__Task goal__.
Below are the records; copy each line in them that holds the word "highway".

=== Begin Enclosure ===

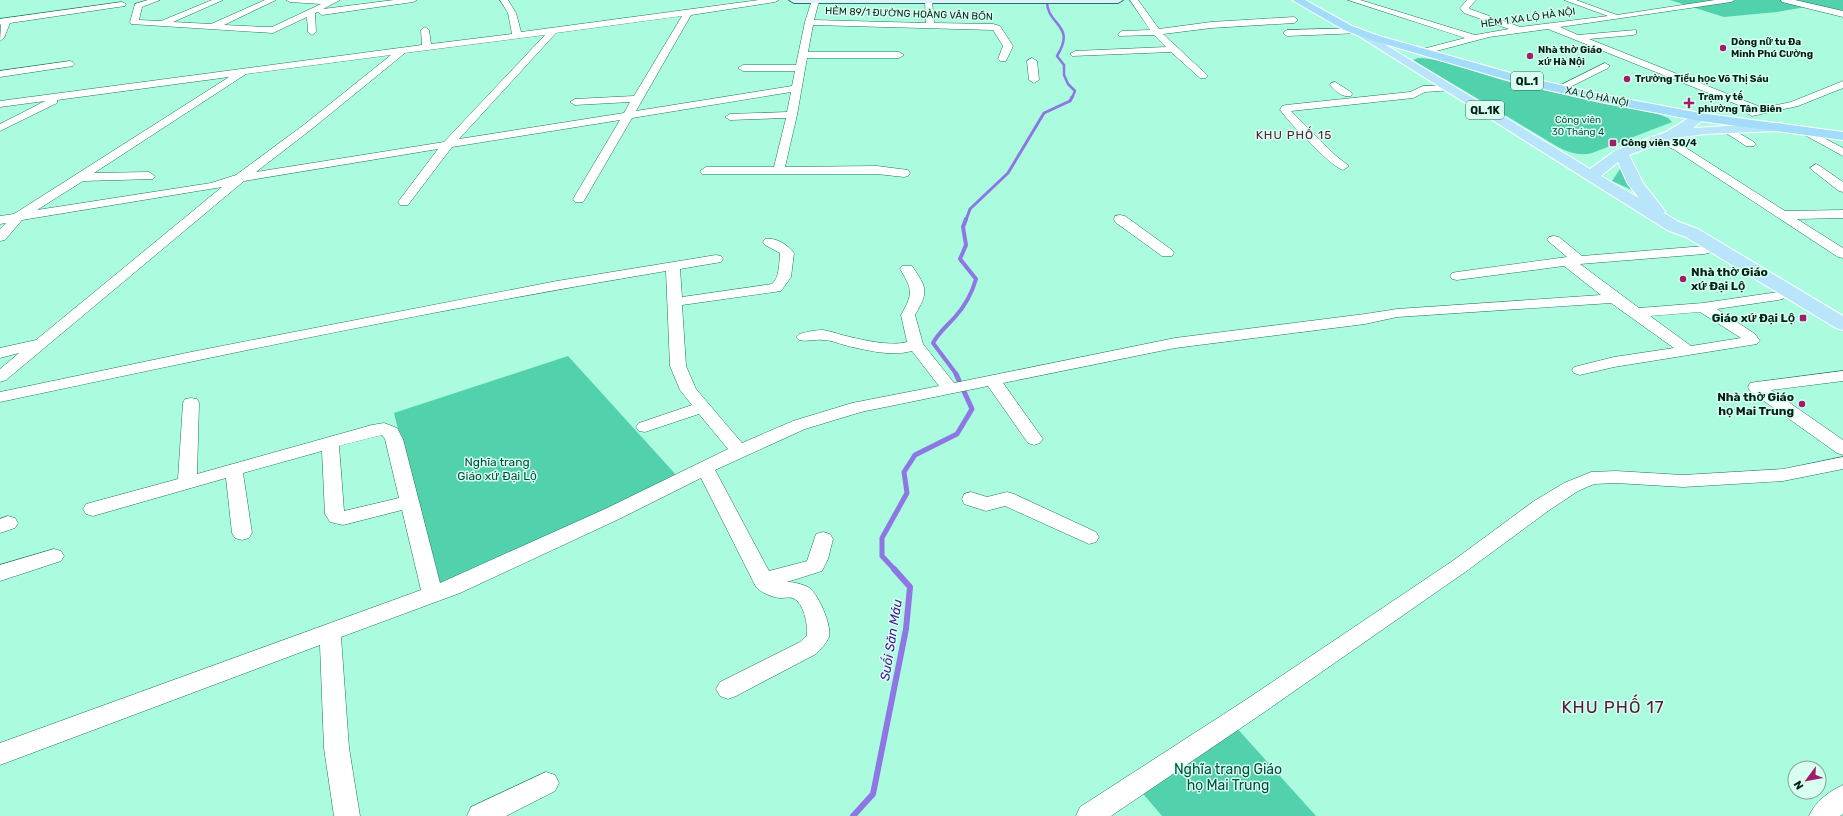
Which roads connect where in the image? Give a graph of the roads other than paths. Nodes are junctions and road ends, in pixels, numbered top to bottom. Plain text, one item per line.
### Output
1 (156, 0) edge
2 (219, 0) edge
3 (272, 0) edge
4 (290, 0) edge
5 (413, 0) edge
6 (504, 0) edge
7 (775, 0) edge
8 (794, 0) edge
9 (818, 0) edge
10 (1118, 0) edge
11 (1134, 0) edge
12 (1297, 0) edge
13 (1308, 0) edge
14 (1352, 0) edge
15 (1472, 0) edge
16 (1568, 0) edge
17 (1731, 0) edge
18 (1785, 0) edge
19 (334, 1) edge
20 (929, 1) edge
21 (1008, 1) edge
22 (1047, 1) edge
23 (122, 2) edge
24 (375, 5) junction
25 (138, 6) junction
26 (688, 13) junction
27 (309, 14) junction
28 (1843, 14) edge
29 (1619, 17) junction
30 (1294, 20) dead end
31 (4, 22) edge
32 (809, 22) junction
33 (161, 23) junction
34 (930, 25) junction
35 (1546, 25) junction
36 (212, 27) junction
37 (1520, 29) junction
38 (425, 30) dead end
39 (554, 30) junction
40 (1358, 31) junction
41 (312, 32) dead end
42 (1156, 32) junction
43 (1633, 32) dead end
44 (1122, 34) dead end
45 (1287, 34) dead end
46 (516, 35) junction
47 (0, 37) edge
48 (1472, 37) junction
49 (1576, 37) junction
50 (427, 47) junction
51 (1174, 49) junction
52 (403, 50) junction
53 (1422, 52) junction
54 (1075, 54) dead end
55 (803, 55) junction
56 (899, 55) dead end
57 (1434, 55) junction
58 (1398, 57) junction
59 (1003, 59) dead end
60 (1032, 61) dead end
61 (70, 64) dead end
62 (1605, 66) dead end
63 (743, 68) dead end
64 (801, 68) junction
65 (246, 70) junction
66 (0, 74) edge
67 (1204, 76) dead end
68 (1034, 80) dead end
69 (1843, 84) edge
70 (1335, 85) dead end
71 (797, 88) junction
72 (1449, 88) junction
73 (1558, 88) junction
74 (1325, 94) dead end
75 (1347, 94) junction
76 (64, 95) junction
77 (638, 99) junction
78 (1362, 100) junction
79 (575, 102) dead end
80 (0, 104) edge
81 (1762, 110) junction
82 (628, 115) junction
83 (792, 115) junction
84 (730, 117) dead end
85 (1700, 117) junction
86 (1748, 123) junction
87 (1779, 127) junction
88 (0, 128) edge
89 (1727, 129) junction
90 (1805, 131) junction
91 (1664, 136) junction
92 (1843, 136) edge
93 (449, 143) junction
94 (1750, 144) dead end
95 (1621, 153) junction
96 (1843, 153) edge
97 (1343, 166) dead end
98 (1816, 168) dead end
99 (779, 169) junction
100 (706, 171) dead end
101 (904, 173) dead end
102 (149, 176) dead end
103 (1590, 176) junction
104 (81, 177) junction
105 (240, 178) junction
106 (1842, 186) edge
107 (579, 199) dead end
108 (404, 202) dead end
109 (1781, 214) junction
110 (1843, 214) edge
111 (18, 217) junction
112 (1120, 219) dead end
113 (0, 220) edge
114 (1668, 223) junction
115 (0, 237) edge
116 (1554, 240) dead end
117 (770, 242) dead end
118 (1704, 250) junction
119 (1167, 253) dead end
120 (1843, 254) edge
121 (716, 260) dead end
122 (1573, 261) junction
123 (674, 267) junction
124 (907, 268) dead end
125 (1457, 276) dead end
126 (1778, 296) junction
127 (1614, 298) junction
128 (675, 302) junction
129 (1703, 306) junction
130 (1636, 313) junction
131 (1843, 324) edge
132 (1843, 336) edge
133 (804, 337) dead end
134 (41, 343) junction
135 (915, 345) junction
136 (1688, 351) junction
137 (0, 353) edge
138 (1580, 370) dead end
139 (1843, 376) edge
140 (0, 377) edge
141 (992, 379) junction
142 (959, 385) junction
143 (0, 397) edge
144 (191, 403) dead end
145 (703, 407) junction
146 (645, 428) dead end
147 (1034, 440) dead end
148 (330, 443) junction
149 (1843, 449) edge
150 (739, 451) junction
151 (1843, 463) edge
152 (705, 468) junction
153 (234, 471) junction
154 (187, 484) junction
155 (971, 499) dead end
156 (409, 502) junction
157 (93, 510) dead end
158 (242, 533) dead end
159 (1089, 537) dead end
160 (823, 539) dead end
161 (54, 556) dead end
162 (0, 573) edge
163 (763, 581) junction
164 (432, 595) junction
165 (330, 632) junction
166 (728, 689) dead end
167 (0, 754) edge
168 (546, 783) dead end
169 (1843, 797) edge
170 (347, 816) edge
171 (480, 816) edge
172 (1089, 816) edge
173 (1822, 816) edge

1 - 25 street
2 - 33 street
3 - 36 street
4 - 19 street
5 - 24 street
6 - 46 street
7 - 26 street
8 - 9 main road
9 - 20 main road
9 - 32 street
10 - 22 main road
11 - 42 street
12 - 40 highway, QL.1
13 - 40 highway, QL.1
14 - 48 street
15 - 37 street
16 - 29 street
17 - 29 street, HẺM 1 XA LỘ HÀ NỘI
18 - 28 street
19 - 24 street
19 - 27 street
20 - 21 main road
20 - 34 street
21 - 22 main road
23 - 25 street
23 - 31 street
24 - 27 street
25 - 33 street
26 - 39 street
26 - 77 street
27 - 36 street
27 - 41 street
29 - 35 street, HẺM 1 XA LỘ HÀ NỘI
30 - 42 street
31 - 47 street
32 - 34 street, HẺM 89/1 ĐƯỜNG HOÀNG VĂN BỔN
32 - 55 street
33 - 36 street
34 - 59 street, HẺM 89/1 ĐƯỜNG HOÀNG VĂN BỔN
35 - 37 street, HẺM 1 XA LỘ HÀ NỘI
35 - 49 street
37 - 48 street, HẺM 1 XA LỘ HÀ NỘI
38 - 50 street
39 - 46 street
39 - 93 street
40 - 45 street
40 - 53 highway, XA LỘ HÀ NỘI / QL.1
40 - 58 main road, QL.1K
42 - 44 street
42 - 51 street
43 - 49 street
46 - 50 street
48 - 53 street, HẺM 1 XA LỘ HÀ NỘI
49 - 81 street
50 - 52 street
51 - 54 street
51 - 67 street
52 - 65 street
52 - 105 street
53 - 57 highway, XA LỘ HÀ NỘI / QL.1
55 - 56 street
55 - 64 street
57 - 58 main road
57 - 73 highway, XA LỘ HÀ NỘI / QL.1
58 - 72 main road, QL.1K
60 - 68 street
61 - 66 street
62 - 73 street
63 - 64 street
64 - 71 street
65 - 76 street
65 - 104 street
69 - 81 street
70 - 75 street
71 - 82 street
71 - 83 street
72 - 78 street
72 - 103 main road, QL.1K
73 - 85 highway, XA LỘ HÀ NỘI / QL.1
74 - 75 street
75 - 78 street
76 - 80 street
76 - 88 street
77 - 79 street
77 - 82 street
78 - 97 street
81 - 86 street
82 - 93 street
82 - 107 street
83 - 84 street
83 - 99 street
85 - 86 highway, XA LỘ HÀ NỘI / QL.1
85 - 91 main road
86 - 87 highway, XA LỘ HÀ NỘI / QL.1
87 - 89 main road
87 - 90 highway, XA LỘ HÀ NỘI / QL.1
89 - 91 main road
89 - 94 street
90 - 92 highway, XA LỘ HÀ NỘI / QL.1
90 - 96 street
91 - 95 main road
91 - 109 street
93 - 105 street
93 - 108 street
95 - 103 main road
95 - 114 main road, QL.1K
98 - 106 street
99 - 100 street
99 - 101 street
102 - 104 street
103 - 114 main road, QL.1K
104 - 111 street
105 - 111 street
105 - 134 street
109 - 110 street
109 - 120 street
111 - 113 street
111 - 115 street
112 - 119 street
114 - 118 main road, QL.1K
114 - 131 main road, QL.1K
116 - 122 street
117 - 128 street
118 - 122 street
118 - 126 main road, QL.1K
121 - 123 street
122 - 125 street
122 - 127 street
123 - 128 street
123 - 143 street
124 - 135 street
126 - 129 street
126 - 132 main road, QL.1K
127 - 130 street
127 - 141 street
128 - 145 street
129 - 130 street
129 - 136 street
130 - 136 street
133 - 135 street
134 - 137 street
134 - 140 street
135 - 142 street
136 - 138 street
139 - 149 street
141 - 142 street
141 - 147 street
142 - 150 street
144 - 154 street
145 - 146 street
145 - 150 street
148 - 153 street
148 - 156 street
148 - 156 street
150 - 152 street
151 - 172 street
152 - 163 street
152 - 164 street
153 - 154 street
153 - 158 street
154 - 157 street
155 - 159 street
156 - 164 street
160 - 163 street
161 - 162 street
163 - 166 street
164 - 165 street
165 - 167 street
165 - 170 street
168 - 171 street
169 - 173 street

=== End Enclosure ===

__Written reply__.
12 - 40 highway, QL.1
13 - 40 highway, QL.1
40 - 53 highway, XA LỘ HÀ NỘI / QL.1
53 - 57 highway, XA LỘ HÀ NỘI / QL.1
57 - 73 highway, XA LỘ HÀ NỘI / QL.1
73 - 85 highway, XA LỘ HÀ NỘI / QL.1
85 - 86 highway, XA LỘ HÀ NỘI / QL.1
86 - 87 highway, XA LỘ HÀ NỘI / QL.1
87 - 90 highway, XA LỘ HÀ NỘI / QL.1
90 - 92 highway, XA LỘ HÀ NỘI / QL.1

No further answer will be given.